2 - A instrução dos ilícitos contra-ordenacionais e a aplicação das coimas e sanções acessórias previstas no presente diploma compete à entidade gestora.
Artigo 12.º
Produto das coimas
O produto das coimas previstas no presente diploma constitui receita própria da entidade gestora.
Artigo 13.º
Imobilização de pessoas e embarcações
1 - Os funcionários da entidade gestora, quando devidamente identificados, podem ordenar a imobilização de pessoas e embarcações com o objectivo de fiscalizarem o cumprimento do presente diploma.

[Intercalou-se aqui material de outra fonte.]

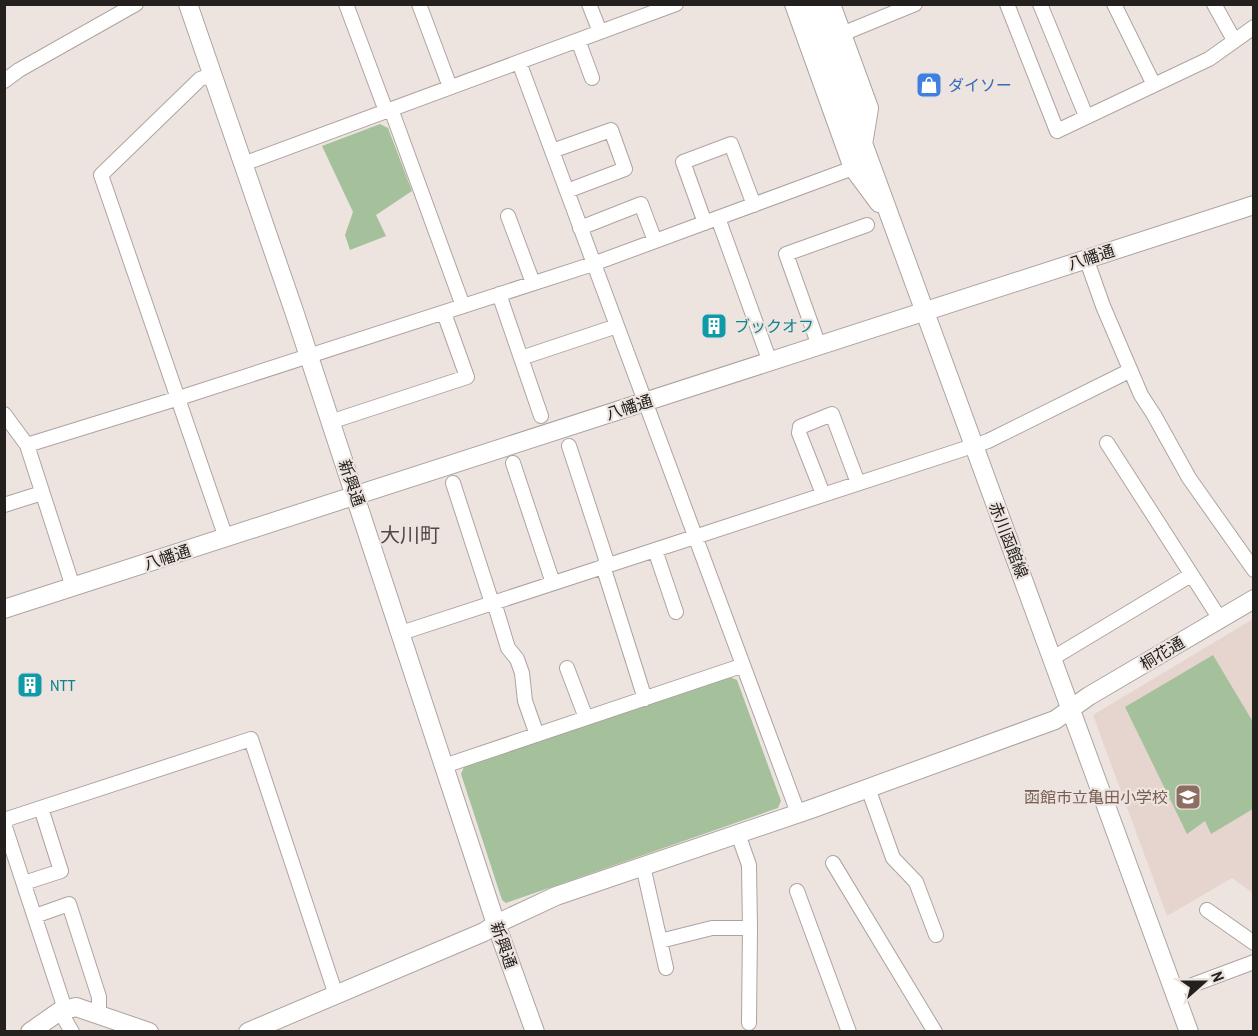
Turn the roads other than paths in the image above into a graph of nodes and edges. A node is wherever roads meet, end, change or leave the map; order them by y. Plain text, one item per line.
1 (135, 4) edge
2 (188, 4) edge
3 (346, 4) edge
4 (419, 4) edge
5 (589, 4) edge
6 (676, 4) edge
7 (794, 4) edge
8 (812, 4) edge
9 (831, 4) edge
10 (915, 4) edge
11 (1007, 4) edge
12 (1040, 4) edge
13 (1114, 4) edge
14 (1214, 4) edge
15 (1254, 27) edge
16 (600, 32) junction
17 (842, 34) junction
18 (578, 40) junction
19 (1234, 40) junction
20 (519, 62) junction
21 (212, 75) junction
22 (592, 78) dead end
23 (4, 81) edge
24 (1154, 84) junction
25 (450, 87) junction
26 (388, 110) junction
27 (1086, 116) junction
28 (863, 142) junction
29 (552, 151) junction
30 (243, 164) junction
31 (854, 168) junction
32 (567, 191) junction
33 (754, 205) junction
34 (1254, 205) edge
35 (508, 216) dead end
36 (712, 220) junction
37 (891, 220) junction
38 (867, 225) dead end
39 (580, 228) junction
40 (655, 241) junction
41 (1086, 258) junction
42 (593, 264) junction
43 (533, 283) junction
44 (499, 294) junction
45 (463, 306) junction
46 (923, 312) junction
47 (444, 313) junction
48 (617, 326) junction
49 (819, 346) junction
50 (309, 357) junction
51 (520, 358) junction
52 (770, 362) junction
53 (1129, 371) junction
54 (179, 398) junction
55 (645, 402) junction
56 (4, 414) edge
57 (541, 416) dead end
58 (330, 422) junction
59 (1107, 442) dead end
60 (27, 445) junction
61 (973, 445) junction
62 (569, 446) dead end
63 (513, 464) dead end
64 (453, 483) dead end
65 (858, 483) junction
66 (42, 493) junction
67 (823, 494) junction
68 (356, 496) junction
69 (4, 505) edge
70 (694, 536) junction
71 (226, 538) junction
72 (655, 550) junction
73 (605, 566) junction
74 (1254, 570) edge
75 (1191, 575) junction
76 (553, 583) junction
77 (73, 587) junction
78 (1254, 599) edge
79 (493, 602) junction
80 (4, 609) edge
81 (676, 612) dead end
82 (1220, 619) junction
83 (401, 633) junction
84 (1053, 658) junction
85 (741, 666) junction
86 (567, 668) dead end
87 (645, 699) junction
88 (1072, 709) junction
89 (586, 718) junction
90 (537, 735) junction
91 (444, 766) junction
92 (868, 788) junction
93 (40, 808) junction
94 (798, 813) junction
95 (4, 822) edge
96 (738, 834) junction
97 (833, 862) dead end
98 (643, 866) junction
99 (24, 883) junction
100 (797, 891) dead end
101 (1208, 910) dead end
102 (35, 916) junction
103 (496, 924) junction
104 (750, 928) junction
105 (936, 935) dead end
106 (660, 940) junction
107 (1254, 943) edge
108 (1254, 962) edge
109 (666, 968) dead end
110 (1187, 987) dead end
111 (336, 995) junction
112 (62, 1010) junction
113 (99, 1015) junction
114 (749, 1023) dead end
115 (1183, 1030) edge
116 (30, 1032) edge
117 (72, 1032) edge
118 (149, 1032) edge
119 (248, 1032) edge
120 (534, 1032) edge
121 (849, 1032) edge
122 (935, 1032) edge

1 - 23 street
2 - 21 street, 新興通
3 - 26 street
4 - 25 street
5 - 16 street
6 - 16 street
7 - 31 street
8 - 28 street, 赤川函館線
9 - 17 street
10 - 17 street
11 - 27 street
12 - 27 street
13 - 24 street
14 - 19 street
15 - 19 street
16 - 18 street
17 - 28 street
18 - 20 street
18 - 22 street
19 - 24 street
20 - 25 street
20 - 29 street
21 - 30 street, 新興通
21 - 54 street
24 - 27 street
25 - 26 street
26 - 30 street
26 - 45 street
28 - 37 street, 赤川函館線
29 - 32 street
29 - 32 street
30 - 50 street, 新興通
31 - 33 street
31 - 37 street
32 - 39 street
33 - 36 street
33 - 36 street
34 - 41 street, 八幡通
35 - 43 street
36 - 40 street
36 - 52 street
37 - 46 street, 赤川函館線
38 - 49 street
39 - 40 street
39 - 42 street
40 - 42 street
41 - 46 street, 八幡通
41 - 53 street
42 - 43 street
42 - 48 street
43 - 44 street
44 - 45 street
44 - 51 street
45 - 47 street
46 - 49 street, 八幡通
46 - 61 street, 赤川函館線
47 - 50 street
47 - 58 street
48 - 51 street
48 - 55 street
49 - 52 street, 八幡通
50 - 54 street
50 - 58 street, 新興通
51 - 57 street
52 - 55 street, 八幡通
53 - 61 street
53 - 74 street
54 - 60 street
54 - 71 street
55 - 68 street, 八幡通
55 - 70 street
56 - 60 street
58 - 68 street, 新興通
59 - 75 street
60 - 66 street
61 - 65 street
61 - 84 street, 赤川函館線
62 - 73 street
63 - 76 street
64 - 79 street
65 - 67 street
65 - 67 street
66 - 69 street
66 - 77 street
67 - 70 street
68 - 71 street, 八幡通
68 - 83 street, 新興通
70 - 72 street
70 - 85 street
71 - 77 street, 八幡通
72 - 73 street
72 - 81 street
73 - 76 street
73 - 87 street
75 - 82 street
75 - 84 street
76 - 79 street
77 - 80 street, 八幡通
78 - 82 street, 桐花通
79 - 83 street
79 - 90 street
82 - 88 street, 桐花通
83 - 91 street, 新興通
84 - 88 street, 赤川函館線
85 - 87 street
85 - 94 street
86 - 89 street
87 - 89 street
88 - 92 street, 桐花通
88 - 115 street, 赤川函館線
89 - 90 street
90 - 91 street
91 - 103 street, 新興通
92 - 94 street, 桐花通
92 - 105 street
93 - 95 street
93 - 99 street
93 - 111 street
94 - 96 street, 桐花通
95 - 99 street
96 - 98 street, 桐花通
96 - 104 street
97 - 122 street
98 - 103 street, 桐花通
98 - 106 street
99 - 102 street
100 - 121 street
101 - 107 street
102 - 112 street
102 - 113 street
103 - 111 street, 桐花通
103 - 120 street, 新興通
104 - 106 street
104 - 114 street
106 - 109 street
108 - 110 street
111 - 119 street, 桐花通
112 - 113 street
112 - 116 street
112 - 117 street
113 - 118 street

2 - No caso da fiscalização ser recusada, a imobilização estender-se-á até à chegada da respectiva autoridade policial.
CAPÍTULO IV
Disposições finais
Artigo 14.º
Plano de ordenamento e gestão
Compete à entidade gestora, após audição das demais entidades locais e regionais, a elaboração dos respectivos planos de ordenamento e gestão específicos para as diferentes áreas marinhas protegidas na ilha de Porto Santo dentro do prazo máximo de dois anos após a publicação deste diploma.
Artigo 15.º
Regulamentação
Através de portaria do Secretário Regional do Ambiente e dos Recursos Naturais, mediante proposta fundamentada da entidade gestora e de acordo com o plano referido no artigo anterior, nomeadamente por razões de afundamento de novos navios, poderá ser alterada a Rede de Áreas Marinhas Protegidas do Porto Santo, bem como podem ser estabelecidas condições especiais de utilização e acesso à Rede de Áreas Marinhas Protegidas do Porto Santo.
Artigo 16.º
Entrada em vigor
O presente diploma entra em vigor no 15.º dia posterior ao da sua publicação.Aprovado em sessão plenária da Assembleia Legislativa da Região Autónoma da Madeira em 23 de Julho de 2008.
O Presidente da Assembleia Legislativa, José Miguel Jardim d'Olival Mendonça.
Assinado em 6 de Agosto de 2008.
Publique-se.O Representante da República para a Região Autónoma da Madeira, Antero Alves Monteiro Diniz.